The Church of the Holy Sepulchre (Bazylika Grobu Bożego) in Miechów, Poland, is a 14th-century Gothic basilica, with a nave and two aisles, incorporating some 13th-century Romanesque stonework. It received many privileges from Casimir of Bytom.

Damaged by a fire, it was rebuilt in the late-Baroque style in the second half of the 18th century. The premise has been associated with the Equestrian Order of the Holy Sepulchre.

== History ==
The origin and history of the church and monastery of the Canons of the Holy Sepulchre in Miechów, the oldest foundation of the Order outside of the Holy Land, date back to the 12th century.

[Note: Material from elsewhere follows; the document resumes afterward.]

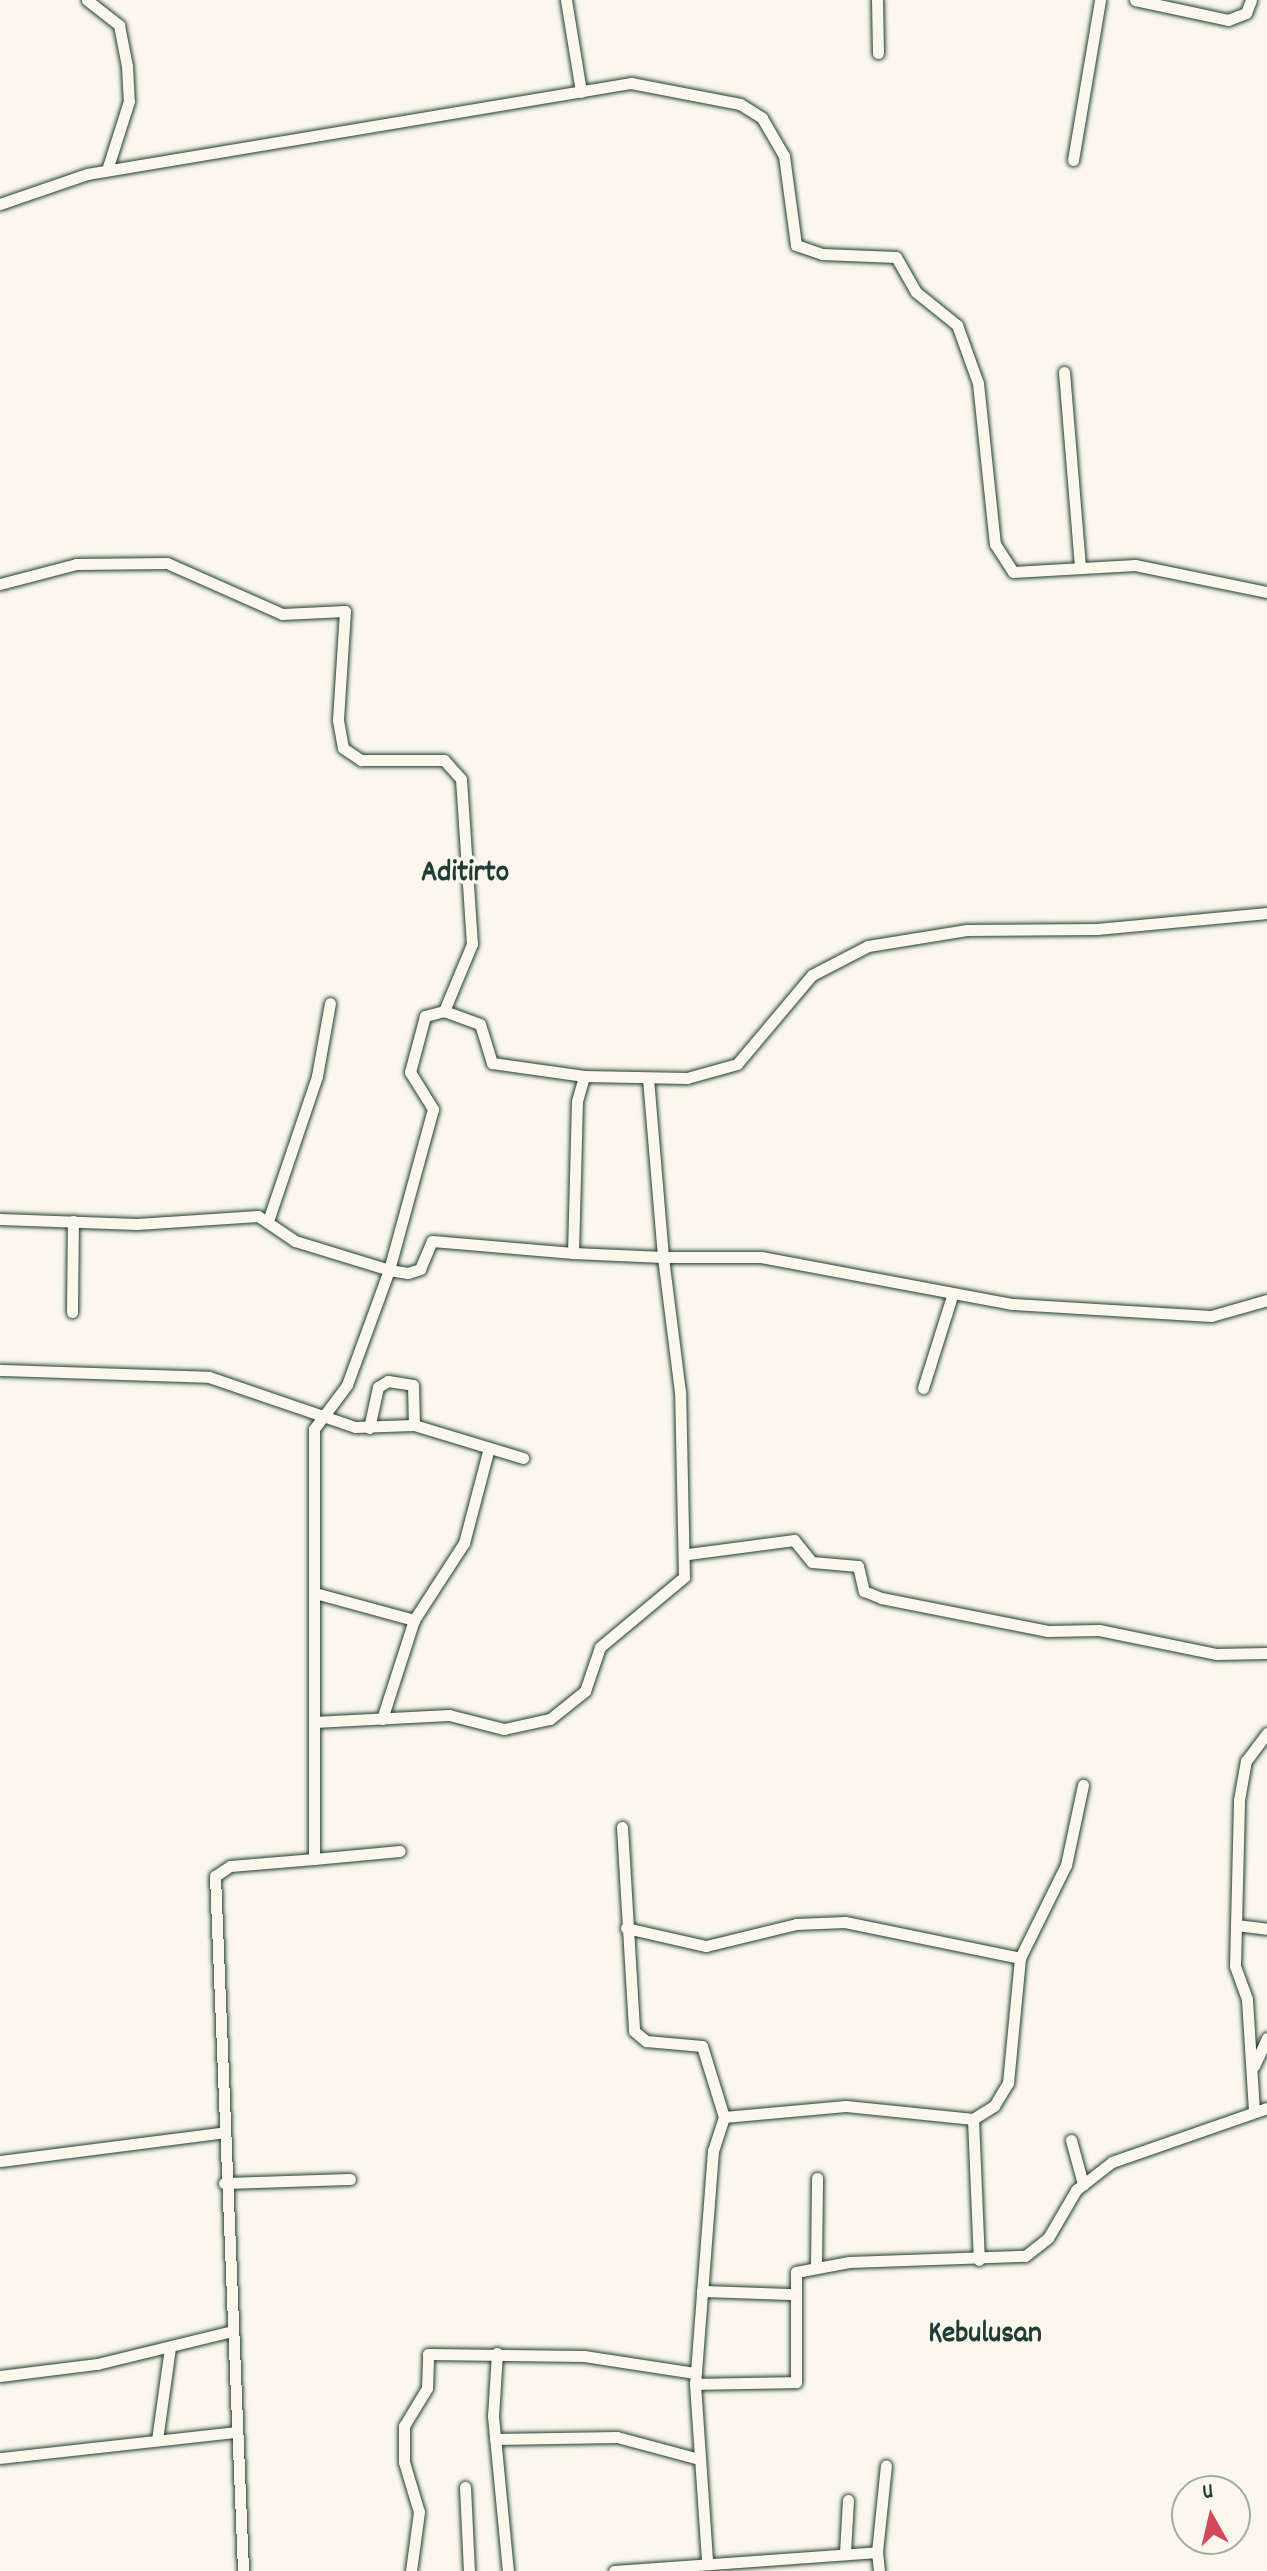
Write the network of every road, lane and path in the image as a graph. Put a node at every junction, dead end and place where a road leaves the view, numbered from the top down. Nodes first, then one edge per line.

The monks guarding the Holy Sepulchre in Jerusalem were brought to Miechów, a town 35 km north to Kraków, by the knight and crusader, Jaksa Gryfita in 1163. After the ultimate fall of the Kingdom of Jerusalem to the Muslims in 1291, the Superior of the convent at Miechów took the title of General of the Order, later claiming the style of Grand Prior and Miechów became the headquarters of the Equestrian Order of the Holy Sepulchre for centuries.

The order initiated the custom of setting up, decorating, and visiting Christ’s graves on the last days of the Passion Week. It was in Miechow that the oldest replica of the Holy Sepulchre in Europe, the goal of numerous pilgrims, has been preserved.